Registration Dossier

Data platform availability banner - registered substances factsheets

Please be aware that this old REACH registration data factsheet is no longer maintained; it remains frozen as of 19th May 2023.

The new ECHA CHEM database has been released by ECHA, and it now contains all REACH registration data. There are more details on the transition of ECHA's published data to ECHA CHEM here.

Diss Factsheets

Administrative data

Endpoint:
additional toxicological information
Type of information:
other: handbook data
Adequacy of study:
supporting study
Reliability:
2 (reliable with restrictions)
Rationale for reliability incl. deficiencies:
data from handbook or collection of data

Data source

Reference
Reference Type:
review article or handbook
Title:
Patty´s toxicology
Author:
Bingham E.; Cohrssen B.; Patty F.A.
Year:
2012
Bibliographic source:
page 994-1001; Wiley-Blackwell (an imprint of John Wiley & Sons Ltd) (4. September 2012); ISBN-10: 0470410817

Materials and methods

Type of study / information:
Handbook data on animal and epidemiological data

Test material

Constituent 1
Chemical structure
Reference substance name:
Ozone
EC Number:
233-069-2
EC Name:
Ozone
Cas Number:
10028-15-6
Molecular formula:
O3
IUPAC Name:
trioxygen
Test material form:
gas

Results and discussion

Any other information on results incl. tables

Chronic and Subchronic Toxicity.

One of the principal uncertainties about ozone toxicity is the relationship between repeated exposures and chronic lung disease. Guinea pigs and rats exposed to high ozone concentrations (>1000 ppb) for over 8 months developed chronic bronchiolitis, with bronchiolar fibrosis, pneumonitis, “mild to moderate”emphysema, and occasional lesions in the trachea and major bronchi. Exposure of rats to lower ozone

concentrations (120–250 ppb) resulted in less severe alteration of the terminal bronchioles and alveolar septa, and a distribution of inflammation similar to that observed in shorttermexposures. The lungs of monkeys following chronic exposures manifested bronchiolitis, altered epithelial cell proliferation, nasal secretory hyperplasia, and other effects, including focal lung lesions, which persisted after the cessation of exposure. Thus, unlike the case of acute ozone exposure, effects of chronic exposure become irreversible. After 3 months, the degree of neutrophilic inflammation was less than that observed after the first

week, suggesting that this is a transient response when concentrations are lowered. Nonetheless, monocytic inflammation persists during long-term exposures. A major finding from animal experiments is that chronic exposure to ozone concentrations found in urban air can result in persistent inflammation and small-airway structural changes. Other lines of evidence support the concept that repeated ozone exposure may result in chronic lung disease. Ozone inactivates lysozyme, an antimicrobial protein secreted by airway cells, and human a1-antitrypsin, a protease inhibitor that protects the lung from emphysema. It also increases the synthesis, deposition, and degradation of collagen in rat lung.

Human Exposure

In human studies, acute exposure to as little as 80 ppb ozone can induce neutrophilic inflammation, peaking in bronchoalveolar lavage fluid or biopsies of the bronchial mucosa 12–18 h after a single exposure. These data indicate that the acute inflammatory damage of ozone repeatedly demonstrated in animals is likely to be duplicated in the human lung at concentrations lower than those used in animal studies. In addition, chronic pathological effects have been noted in lung specimens from accident victims in southern California. More than 25% of the tissues examined had severe and extensive injury to the centriacinar region (with monocytic infiltrates).

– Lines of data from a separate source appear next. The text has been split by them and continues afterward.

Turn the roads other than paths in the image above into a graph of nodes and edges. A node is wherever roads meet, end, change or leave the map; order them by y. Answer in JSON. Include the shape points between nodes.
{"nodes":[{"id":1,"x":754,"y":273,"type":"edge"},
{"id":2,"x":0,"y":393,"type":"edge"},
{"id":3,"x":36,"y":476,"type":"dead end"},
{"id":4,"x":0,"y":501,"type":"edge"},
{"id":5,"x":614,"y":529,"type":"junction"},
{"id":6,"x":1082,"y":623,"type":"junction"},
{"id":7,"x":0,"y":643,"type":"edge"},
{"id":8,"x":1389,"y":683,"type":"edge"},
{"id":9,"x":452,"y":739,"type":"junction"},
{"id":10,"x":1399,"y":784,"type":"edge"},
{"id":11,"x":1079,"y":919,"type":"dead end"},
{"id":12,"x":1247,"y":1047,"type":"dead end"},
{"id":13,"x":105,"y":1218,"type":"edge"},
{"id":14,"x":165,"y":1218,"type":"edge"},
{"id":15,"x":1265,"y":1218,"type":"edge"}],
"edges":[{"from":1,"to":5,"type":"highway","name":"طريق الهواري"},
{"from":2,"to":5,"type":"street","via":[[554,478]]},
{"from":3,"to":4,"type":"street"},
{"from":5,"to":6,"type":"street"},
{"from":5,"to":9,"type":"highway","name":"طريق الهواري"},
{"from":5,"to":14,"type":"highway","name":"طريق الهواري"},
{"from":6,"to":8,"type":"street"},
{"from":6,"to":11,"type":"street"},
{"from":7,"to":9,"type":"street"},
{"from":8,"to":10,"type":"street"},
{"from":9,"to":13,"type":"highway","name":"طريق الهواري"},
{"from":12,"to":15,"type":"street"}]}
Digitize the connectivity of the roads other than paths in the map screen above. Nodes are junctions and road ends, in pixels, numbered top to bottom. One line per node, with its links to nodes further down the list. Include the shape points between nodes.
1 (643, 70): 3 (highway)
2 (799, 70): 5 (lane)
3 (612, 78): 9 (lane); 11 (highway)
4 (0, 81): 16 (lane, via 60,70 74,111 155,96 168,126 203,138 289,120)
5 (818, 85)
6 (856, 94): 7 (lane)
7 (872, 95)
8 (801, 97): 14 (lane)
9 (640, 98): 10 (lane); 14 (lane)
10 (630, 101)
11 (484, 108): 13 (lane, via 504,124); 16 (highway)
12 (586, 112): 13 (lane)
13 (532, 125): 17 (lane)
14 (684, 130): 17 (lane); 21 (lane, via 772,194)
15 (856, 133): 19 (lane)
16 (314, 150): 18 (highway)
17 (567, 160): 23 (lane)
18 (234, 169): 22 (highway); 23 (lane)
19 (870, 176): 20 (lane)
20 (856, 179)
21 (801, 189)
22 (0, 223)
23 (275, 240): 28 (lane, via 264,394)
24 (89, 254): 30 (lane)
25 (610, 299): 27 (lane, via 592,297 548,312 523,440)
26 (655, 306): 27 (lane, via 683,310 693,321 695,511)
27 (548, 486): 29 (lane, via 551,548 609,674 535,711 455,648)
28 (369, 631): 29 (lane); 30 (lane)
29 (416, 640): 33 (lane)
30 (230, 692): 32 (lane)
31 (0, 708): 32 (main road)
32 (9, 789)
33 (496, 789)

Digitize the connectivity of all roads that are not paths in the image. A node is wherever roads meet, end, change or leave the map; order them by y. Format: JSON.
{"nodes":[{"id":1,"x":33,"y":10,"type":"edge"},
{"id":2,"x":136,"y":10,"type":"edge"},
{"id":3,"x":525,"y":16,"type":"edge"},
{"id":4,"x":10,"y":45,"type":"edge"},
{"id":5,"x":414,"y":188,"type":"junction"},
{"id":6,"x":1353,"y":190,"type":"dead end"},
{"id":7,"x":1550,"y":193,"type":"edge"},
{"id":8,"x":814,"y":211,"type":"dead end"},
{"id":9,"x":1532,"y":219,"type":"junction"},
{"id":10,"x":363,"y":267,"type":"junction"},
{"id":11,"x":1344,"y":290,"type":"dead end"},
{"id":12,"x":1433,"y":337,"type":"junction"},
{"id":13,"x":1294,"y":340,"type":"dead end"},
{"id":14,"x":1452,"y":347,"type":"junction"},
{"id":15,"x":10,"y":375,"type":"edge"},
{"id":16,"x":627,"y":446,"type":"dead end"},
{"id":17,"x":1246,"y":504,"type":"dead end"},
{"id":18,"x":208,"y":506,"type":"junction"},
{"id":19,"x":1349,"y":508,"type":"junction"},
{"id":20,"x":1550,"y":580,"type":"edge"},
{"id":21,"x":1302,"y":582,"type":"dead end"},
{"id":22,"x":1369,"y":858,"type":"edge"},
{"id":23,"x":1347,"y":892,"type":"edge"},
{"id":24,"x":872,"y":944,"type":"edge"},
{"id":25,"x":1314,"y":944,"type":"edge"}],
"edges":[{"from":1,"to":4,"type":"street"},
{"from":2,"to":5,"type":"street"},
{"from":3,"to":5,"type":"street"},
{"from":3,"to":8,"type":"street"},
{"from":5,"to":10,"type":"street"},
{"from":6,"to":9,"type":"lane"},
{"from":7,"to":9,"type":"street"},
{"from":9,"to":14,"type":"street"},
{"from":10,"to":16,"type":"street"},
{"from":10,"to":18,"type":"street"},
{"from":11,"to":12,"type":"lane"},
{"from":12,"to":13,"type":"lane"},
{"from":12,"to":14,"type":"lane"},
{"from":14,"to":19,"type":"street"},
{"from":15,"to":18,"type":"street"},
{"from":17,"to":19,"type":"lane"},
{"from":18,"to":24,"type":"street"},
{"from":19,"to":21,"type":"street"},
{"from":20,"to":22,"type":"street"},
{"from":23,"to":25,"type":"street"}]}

Reaction of Ozone with Biological Macromolecules.

At concentrations,200 ppb, most, if not all, ozone is likely to react with the biological macromolecules in the respiratory lining fluid. Ozone is a powerful oxidant and will react with amino acids (particularly cysteine, tryptophan, methionine, phenylalanine, and tyrosine) and with lipids (particularly the unsaturated fatty acids contained in membrane phospholipids). The former can yield disulfides and methionine sulfoxide; the latter can yield hydrogen peroxide, aldehydes, and hydroxyhydroperoxides. Antioxidants in mucus and other fluids lining the respiratory tract, as well as those in the tissues themselves, may be protective. In the past, ozone has been purported to act as a free radical. However, although clearly a strong oxidant, ozone is not a free radical. In addition, supportive evidence for this mechanism at best is only indirect and comes from studies showing that vitamin E, a free radical scavenger, retards or prevents ozone’s effects on polyunsaturated fatty acids in vitro. In addition, vitamin E deficiency in experimental animals enhances ozone’s toxicity. It is not known, however, whether supplemental vitamin E in the diet can protect humans against ozone’s effects.

Applicant's summary and conclusion

Executive summary:

Patty´s toxicology is a well-known and accepted handbook. In citied chapter, animal and human data on the toxicoligcal profile of ozone is summarized.